Hoskins, Savage Boundaries: Reading Samuel Arnold's Score

Obi

Savage Boundaries: Reading Samuel Arnold's Score*

Robert Hoskins, Massey University

  1. Thomas Arne's clarion call "Britons never will be slaves" ("Rule Britannia") rings a cracked tone when we consider Britain's deep involvement in the slave trade.1 But if racial discourse occurs in a range of English comic operas and pantomimes composed during the later eighteenth century, then it is to Samuel Arnold we must turn for musical representations of slaveholding society in the British Carribean.2

    Jamaican Paradigms

  2. Samuel Arnold (1740-1802), London's most popular theater composer during the last thirty years of the eighteenth century, composed three stage works set in the sugar islands.3 The first, a completely renovated score for George Colman's 1777 cut version of Gay and Pepusch's Polly (1729), sequel to The Beggar's Opera (1728), was a much anticipated hearing of this work which had originally been banned by the censor.4Polly follows the heroine's progress from slavery to freedom and paradisal happiness in a transracial marriage. Her island landfall in search of Macheath, now masked as a Moorish pirate, finds her trapped in the vices of white slavery and plantation violence; to find paradise she leaves the Old World of plantation shame to chart the New World of the primitive. Polly's discovery of paradise comes when she reinvents herself as white-into-Indian, stepping backwards in time into the wilderness and into the arms of Cawwawkee.5 Polly explores the idea of nature as culture and for the audiences of 1777, Cook's Oceanic voyages offered a paradigm and iconography—as in Hodges' depiction of Cook's welcome to the Pacific (see fig.1)—for the heroine's cross-cultural encounter and the quest for a lost Eden. The moment where Polly "sheds her skin" to be born again comes when she sings a version of Eve's Spring song—serving to re-awaken the restorative memory of Eden—from Thomas Arne's oratorio The Death of Abel (1744). Interestingly, Arnold's score (ms.mus.97 Houghton Library, Harvard University) is probably the only authentic orchestral source of this song to survive (see ex.1). Inkle and Yarico, composed a decade later (1787) to a libretto by George Colman junior, rewinds the plot of Polly. Yarico rescues Inkle, a white trader, and they live together in her garden-cave. The idyll is very short lived, however, and paradise is lost when Inkle returns with Yarico to Jamaica where he attempts to sell her into slavery. The daring aspect of Arnold's score (Longman & Broderip, 1787; facsimile edition, Belwin Mills, N.Y., 1978) is the way he displays Yarico's unquestioned moral superiority. Yarico wants her identity and her love for Inkle to merge and the paradoxical result is, that although he betrays her, she will not give him up because that would be to falsify herself (see ex.2). Inkle and Yarico was a deliberately emancipationist work and its enormous popularity helped to mobilize the abolitionist cause led by Wilberforce.6

  3. Obi (1800), one of Arnold's late stage works, is woven into the imperial age. The site of the plantation is assumed ripe for commercial exploitation and political control. The moral and civic imperative is to impose the unquestioned superiority of Western civilization on new lands and peoples. This mind-set in itself assumes juxtaposition and conflict of opposites—civilization versus savagery and a tamed, pastoral nature versus an untamed wilderness. Thus Afro-Caribbean society and Jack as black insubordinate by definition became that dangerous or unpleasant Other.

    Savage Boundaries

  4. In Obi the idea of the plantation as Eden and of the wilderness as outside Eden is established in terms of the emotional and imaginative geography of the music. Within the borders of the plantation the music is associated with peaceful, safe, restorative nature while, conversely, music coming from without is linked to menace and spectacular acts of violence.

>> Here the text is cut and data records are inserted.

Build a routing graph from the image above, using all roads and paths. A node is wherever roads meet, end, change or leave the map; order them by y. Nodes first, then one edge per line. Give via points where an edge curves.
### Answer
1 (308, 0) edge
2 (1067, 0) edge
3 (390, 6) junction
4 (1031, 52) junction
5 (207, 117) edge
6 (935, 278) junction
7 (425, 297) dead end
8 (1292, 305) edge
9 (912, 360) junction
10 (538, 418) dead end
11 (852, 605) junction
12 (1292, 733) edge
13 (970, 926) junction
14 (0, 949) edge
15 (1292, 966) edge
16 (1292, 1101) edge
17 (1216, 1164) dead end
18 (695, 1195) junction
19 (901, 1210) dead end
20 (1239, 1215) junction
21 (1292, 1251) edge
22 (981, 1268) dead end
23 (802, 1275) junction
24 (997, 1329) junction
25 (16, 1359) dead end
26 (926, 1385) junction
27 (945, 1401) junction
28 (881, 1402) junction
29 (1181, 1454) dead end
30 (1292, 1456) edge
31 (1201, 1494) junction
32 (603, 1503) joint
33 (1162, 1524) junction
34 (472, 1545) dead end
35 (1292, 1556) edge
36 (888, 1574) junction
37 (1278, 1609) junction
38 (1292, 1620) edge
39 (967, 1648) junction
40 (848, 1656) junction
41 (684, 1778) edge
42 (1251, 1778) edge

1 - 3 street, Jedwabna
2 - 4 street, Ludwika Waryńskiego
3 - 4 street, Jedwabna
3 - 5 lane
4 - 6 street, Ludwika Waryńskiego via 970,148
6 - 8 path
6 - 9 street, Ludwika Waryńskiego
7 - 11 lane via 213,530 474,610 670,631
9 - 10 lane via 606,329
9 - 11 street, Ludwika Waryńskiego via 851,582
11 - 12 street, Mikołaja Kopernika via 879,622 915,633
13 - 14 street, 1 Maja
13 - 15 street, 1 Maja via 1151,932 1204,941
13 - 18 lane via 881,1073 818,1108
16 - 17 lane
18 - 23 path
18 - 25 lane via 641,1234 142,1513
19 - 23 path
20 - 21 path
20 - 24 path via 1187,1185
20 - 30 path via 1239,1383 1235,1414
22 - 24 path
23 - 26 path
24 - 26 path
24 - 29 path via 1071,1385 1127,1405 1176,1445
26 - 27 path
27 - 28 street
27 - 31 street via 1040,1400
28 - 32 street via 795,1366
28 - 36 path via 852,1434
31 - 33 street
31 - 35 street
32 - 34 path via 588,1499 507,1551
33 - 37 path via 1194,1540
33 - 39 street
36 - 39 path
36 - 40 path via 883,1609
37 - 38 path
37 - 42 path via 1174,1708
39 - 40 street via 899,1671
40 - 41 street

  5. This very clear map-sense can be illustrated by the opening turn of events. The overture, set in Jack's territory beyond the plantation, opens in a mood of somber expectation, while later cross-references to the "cannibal feast" music in Linley's 1781 pantomime Robinson Crusoe define Jack and the maroons as brute savages in a beastly wilderness (see ex. 3a and ex. 3b). The slave women's duet ("The white man comes"), starting a long vocal ensemble of continuous music for Scene 1, migrates from the bitter memories of being taken from home and passing from hand to hand, to the sanctuary of the plantation and a kind master. This reconciliation occurs as the tears shed at "O be it very very sad to see poor Negro child and father part" transpose into a bracing trumpet-like motif at "He heal the wound in Negro's heart". Choric rejoicings ("Good massa we find"), sung by the slaves harvesting sugar-cane, affirm an Edenic present and in this redeemed phase of things Rosa enters to a lyric flute-led rondo graced with melodic figuration and sixteenth note motion standing for a carefree state of nature; intensified episodes represent Rosa's sexual attraction to Captain Orford who, all too soon, is signalled back to camp (4a and ex. 4b). As Orford crosses over the plantation border the music springs into the violence of Jack's first attack. He returns to the extended lyricism of Mozart's A major Andante from String Quartet in D (K575), artfully cut and pasted by Arnold (see ex.5).7 The music radiates a sense of full summer beauty and this affirms Orford's spiritual survival and the plantation as an ultimate home. Yet more, Mozart's score serves to define Orford against Jack's violence and cruelty as the embodiment of peace and civilization in rather the same way as John Webber portrays Cook as a peacemaker and martyr-hero in his famous painting The Death of Captain Cook (1782); in a detail from this painting (see fig.2) we can easily substitute the beach scene for Jack's murderous attack (in some sources Orford is said to be stabbed, in others shot). Scene 1 closes into the shadow of night when, under a waning moon, the slaves sing a retaliatory chorus against Jack and the sacrilege of Obeah ("Swear by the silver crescent of the night").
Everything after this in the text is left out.